Ever since she began taking portraits of her close friends in 2011, photographer Jess Dugan has been exploring gender and sexuality in her work, especially within the community of trans people designated female at birth. One question that continued to plague her was this: How do each of us define and portray masculinity? "I was thinking a lot about the idea of masculinity on both a personal and cultural level," Dugan told BuzzFeed News. "The more time I spent thinking about it, the more elusive and malleable it seemed."
At the time, Dugan was alone in a brand-new city and found herself figuring out where she fit in and with whom she felt connected. "Using the investigation of masculinity as a starting point, my photographs became about the intersection of a personal identity and a need for intimacy and connection with others." The photographs have now been compiled into a photography book titled Every Breath We Drew. Dugan hopes the images help people question their own assumptions about gender and what it means to be masculine.
"I have always been especially drawn to the combination of strength and vulnerability, which is present in so many of the images. The people I chose to photograph often had qualities that I saw reflected in myself or that I desired to emulate."

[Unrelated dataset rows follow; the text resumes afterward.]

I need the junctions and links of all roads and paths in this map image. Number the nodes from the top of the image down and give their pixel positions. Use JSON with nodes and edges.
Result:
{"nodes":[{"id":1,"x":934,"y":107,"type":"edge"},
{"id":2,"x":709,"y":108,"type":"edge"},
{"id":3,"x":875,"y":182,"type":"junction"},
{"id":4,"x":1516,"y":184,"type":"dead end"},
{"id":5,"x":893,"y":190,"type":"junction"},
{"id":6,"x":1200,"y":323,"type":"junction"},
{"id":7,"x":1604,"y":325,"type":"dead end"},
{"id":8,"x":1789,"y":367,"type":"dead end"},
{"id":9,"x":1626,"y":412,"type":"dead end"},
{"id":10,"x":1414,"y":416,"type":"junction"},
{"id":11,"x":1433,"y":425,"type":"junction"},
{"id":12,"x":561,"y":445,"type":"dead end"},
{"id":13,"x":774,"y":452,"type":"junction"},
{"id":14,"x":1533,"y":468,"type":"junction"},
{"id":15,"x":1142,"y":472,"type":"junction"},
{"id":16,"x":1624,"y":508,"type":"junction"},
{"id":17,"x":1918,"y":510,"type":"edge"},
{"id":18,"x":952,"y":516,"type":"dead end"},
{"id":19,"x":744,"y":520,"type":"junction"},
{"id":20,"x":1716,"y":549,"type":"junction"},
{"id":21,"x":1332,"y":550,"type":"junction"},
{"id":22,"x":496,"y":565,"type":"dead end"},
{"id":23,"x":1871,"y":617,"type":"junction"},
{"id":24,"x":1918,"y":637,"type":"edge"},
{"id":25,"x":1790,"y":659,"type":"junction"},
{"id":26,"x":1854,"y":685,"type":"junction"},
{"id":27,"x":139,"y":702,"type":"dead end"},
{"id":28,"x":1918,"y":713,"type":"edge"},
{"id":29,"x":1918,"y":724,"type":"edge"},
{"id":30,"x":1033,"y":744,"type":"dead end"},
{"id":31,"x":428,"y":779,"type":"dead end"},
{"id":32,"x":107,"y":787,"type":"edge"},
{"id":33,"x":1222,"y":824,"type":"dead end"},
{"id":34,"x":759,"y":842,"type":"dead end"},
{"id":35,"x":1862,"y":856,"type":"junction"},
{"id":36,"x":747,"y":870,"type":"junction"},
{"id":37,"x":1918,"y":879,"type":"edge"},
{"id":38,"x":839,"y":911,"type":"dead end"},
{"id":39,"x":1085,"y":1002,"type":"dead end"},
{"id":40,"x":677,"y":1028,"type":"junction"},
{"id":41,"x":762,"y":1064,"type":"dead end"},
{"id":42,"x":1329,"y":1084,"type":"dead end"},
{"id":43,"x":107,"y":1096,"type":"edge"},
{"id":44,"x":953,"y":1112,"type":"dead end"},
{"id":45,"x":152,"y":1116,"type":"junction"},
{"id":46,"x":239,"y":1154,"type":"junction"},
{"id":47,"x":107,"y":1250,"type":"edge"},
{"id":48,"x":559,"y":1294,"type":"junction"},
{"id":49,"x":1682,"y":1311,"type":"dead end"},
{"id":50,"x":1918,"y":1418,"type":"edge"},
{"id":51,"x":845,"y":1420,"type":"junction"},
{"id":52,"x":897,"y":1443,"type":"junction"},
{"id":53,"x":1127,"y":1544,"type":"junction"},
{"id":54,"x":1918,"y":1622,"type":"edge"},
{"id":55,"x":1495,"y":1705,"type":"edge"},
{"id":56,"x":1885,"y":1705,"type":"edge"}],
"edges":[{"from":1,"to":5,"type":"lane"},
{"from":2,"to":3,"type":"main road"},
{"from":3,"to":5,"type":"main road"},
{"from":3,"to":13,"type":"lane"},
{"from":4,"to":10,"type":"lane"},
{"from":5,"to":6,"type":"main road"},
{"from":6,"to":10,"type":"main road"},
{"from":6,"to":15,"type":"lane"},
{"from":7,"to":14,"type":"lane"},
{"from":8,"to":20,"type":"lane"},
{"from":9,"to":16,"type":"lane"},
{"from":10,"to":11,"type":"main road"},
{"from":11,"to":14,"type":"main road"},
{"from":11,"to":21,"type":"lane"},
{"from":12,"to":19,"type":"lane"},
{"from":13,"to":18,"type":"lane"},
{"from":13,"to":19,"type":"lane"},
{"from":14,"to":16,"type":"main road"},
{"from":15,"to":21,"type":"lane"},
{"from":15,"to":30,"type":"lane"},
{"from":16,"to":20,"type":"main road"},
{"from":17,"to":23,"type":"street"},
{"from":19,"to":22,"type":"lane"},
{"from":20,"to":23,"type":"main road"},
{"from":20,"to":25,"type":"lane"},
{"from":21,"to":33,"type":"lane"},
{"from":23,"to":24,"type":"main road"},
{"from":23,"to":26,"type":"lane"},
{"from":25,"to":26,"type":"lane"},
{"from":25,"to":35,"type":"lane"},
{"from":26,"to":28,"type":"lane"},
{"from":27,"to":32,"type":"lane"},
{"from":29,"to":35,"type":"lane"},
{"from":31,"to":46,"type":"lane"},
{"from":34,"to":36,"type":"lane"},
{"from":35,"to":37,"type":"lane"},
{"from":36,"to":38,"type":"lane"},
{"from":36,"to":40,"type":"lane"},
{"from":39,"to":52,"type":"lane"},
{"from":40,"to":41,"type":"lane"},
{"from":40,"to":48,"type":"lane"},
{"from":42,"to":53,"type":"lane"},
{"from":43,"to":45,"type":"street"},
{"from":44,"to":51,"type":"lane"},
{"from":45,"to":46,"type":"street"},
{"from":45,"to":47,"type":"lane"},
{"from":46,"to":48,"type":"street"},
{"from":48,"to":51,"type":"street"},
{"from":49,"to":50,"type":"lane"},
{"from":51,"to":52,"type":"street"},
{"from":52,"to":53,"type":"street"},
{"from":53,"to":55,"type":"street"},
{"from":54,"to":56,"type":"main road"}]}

When asked for her personal definition of masculinity, Dugan said, "Masculinity is difficult to define, as it is impossible to separate what is innate from what is learned, taught, and supported by our society."
"I am interested in a version of masculinity that is more expansive, and more vulnerable, than the kind often represented in mainstream culture."
"The people I was drawn to photograph embody a gentle kind of a masculinity, whether they are male or female, gay or straight."
"As someone who has had to consciously define my own version of masculinity against what society has expected of me, I was drawn to people who embodied a similar authenticity and comfort within themselves."
"I find it most rewarding when my work resonates with someone on an individual level and they find something meaningful within it."
"I often place the viewer in a position of intimacy with the subject — in their bedroom or sitting across the kitchen table — and I hope that this intimacy allows for a meaningful exchange to take place."
"I also want viewers to question their own assumptions about gender and sexuality, calling into question things they may have previously assumed to be objective or clearly defined."
"The photographs are ultimately about the need we all have to be seen, embraced, and desired as our true selves."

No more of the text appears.